▶ [Stored data]
*** Block opens ***

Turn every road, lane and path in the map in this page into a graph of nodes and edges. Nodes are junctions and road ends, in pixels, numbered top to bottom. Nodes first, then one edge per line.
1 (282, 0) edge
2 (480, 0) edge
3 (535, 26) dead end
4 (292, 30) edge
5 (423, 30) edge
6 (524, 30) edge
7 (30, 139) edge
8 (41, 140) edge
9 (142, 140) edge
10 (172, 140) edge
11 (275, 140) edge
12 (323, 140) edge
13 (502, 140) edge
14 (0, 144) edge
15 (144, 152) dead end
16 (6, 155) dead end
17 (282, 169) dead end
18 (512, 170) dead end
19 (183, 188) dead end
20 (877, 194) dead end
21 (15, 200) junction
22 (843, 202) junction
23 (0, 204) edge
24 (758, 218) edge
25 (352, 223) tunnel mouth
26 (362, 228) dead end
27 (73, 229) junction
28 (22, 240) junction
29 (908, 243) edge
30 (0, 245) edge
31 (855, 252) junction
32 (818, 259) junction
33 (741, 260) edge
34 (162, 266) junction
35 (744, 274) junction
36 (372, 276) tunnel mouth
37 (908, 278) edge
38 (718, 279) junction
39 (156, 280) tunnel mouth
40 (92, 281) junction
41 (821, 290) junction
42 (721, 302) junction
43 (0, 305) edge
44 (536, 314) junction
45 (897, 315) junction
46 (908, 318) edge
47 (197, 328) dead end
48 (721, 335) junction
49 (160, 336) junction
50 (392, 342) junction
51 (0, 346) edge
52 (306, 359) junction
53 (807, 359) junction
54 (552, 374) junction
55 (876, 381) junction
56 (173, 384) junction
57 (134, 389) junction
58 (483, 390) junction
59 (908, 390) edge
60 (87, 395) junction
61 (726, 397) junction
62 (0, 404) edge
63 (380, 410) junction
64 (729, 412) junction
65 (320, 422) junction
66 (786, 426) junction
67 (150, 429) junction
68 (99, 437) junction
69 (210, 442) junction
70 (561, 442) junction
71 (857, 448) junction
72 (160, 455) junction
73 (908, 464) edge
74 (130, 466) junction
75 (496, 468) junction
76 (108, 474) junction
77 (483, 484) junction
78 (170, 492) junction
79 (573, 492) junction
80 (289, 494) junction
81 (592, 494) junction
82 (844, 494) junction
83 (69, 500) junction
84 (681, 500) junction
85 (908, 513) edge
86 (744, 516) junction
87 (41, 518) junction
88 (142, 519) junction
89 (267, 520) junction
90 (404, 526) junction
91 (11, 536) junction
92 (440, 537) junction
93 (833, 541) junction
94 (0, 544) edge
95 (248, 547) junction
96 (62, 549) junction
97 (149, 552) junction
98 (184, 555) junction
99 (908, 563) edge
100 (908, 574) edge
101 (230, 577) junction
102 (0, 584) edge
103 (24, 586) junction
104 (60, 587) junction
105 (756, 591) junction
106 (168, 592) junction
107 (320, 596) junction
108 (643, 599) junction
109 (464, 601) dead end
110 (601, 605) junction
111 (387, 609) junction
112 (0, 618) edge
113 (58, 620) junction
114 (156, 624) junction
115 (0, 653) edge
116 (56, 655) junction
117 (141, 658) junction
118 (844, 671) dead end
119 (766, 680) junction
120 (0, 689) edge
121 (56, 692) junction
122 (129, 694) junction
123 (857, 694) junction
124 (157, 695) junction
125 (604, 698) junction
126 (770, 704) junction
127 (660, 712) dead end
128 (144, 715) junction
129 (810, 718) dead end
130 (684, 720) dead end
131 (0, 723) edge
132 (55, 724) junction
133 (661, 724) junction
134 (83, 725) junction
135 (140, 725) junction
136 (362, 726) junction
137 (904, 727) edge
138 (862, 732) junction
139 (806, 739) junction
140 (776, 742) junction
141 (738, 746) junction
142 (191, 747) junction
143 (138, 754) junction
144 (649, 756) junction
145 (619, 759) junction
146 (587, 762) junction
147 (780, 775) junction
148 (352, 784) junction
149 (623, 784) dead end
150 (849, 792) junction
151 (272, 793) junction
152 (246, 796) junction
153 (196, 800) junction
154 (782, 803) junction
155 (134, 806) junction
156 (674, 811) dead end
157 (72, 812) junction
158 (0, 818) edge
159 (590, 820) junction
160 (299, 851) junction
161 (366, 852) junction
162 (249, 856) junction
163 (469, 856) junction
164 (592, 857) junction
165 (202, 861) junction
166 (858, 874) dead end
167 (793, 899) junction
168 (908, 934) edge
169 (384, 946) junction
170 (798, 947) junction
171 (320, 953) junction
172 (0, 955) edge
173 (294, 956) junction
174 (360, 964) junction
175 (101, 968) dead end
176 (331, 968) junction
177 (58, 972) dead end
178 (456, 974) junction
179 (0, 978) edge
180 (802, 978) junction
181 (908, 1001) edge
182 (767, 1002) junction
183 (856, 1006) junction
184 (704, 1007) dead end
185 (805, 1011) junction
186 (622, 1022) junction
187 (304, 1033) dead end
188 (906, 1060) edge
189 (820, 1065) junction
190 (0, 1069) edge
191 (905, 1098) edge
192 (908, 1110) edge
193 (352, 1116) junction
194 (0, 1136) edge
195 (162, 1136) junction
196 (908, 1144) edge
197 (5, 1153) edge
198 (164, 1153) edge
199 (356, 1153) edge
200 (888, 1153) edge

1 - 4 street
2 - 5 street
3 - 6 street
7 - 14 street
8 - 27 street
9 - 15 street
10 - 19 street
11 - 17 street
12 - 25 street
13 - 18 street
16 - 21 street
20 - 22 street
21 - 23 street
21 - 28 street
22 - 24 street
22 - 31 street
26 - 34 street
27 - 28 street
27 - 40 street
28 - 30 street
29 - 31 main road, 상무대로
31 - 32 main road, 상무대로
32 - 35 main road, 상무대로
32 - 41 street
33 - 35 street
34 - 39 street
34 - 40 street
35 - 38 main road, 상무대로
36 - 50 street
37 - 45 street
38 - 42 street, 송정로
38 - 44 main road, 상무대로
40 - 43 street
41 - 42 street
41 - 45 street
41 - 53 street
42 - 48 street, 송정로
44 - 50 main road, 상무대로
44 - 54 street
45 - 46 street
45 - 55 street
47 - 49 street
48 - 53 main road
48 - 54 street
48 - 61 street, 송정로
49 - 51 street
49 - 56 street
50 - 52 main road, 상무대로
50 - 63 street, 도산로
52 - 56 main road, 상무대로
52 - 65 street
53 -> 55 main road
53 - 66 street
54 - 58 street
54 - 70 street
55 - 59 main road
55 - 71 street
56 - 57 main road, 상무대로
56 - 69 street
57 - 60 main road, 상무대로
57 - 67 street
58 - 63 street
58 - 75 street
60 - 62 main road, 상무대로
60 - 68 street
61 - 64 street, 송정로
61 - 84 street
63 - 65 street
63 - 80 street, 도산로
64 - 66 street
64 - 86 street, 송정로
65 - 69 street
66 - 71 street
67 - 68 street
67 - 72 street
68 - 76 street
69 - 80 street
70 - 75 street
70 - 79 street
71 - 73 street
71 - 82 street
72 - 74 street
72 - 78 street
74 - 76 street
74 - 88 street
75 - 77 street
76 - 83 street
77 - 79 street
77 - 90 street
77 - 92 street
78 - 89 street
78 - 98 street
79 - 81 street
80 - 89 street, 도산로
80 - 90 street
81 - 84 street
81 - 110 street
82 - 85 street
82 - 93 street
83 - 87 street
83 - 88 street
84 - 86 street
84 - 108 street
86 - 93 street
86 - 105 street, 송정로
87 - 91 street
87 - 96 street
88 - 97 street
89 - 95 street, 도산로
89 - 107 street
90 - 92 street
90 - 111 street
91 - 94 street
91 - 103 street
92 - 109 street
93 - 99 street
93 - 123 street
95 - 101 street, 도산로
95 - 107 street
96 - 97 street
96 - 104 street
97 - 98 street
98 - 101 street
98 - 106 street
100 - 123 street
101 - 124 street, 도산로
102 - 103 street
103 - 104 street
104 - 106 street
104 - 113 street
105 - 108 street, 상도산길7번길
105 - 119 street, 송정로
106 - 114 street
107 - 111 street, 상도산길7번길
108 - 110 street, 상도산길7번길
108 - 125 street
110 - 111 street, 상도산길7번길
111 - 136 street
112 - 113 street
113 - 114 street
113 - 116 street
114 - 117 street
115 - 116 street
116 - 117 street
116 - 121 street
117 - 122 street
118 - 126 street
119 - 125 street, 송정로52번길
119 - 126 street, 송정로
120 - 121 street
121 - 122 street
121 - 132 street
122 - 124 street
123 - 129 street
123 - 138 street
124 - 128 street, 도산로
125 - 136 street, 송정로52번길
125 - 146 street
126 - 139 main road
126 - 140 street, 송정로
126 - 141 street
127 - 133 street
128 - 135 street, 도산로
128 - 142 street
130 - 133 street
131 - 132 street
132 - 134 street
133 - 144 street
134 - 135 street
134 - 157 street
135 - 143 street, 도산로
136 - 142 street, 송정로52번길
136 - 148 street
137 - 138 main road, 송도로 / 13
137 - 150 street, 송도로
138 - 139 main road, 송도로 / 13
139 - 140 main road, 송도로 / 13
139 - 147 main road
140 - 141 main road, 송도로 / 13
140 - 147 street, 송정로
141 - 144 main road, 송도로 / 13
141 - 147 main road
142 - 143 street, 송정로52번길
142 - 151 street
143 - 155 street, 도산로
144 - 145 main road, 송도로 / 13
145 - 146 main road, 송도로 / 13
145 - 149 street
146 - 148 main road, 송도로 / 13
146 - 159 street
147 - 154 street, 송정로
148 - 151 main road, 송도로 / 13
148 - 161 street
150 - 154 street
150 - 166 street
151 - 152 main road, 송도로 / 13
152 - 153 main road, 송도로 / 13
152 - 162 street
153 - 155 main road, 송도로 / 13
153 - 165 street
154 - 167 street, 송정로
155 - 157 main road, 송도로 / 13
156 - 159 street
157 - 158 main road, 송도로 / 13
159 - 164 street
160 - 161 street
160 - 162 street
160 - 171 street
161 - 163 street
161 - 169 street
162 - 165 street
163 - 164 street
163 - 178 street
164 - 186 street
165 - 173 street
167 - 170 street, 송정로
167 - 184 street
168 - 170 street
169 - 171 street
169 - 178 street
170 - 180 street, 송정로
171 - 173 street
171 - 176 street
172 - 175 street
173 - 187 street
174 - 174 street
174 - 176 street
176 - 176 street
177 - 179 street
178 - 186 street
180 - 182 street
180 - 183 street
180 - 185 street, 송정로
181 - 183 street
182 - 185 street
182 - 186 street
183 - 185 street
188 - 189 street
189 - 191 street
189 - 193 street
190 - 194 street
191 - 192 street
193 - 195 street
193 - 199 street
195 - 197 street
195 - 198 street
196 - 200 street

*** Block closes ***

▶ [REQUIRED WORK]
The number of lines above containing the word "mouth" is all that should be returned.

▶ [RESPONSE]
3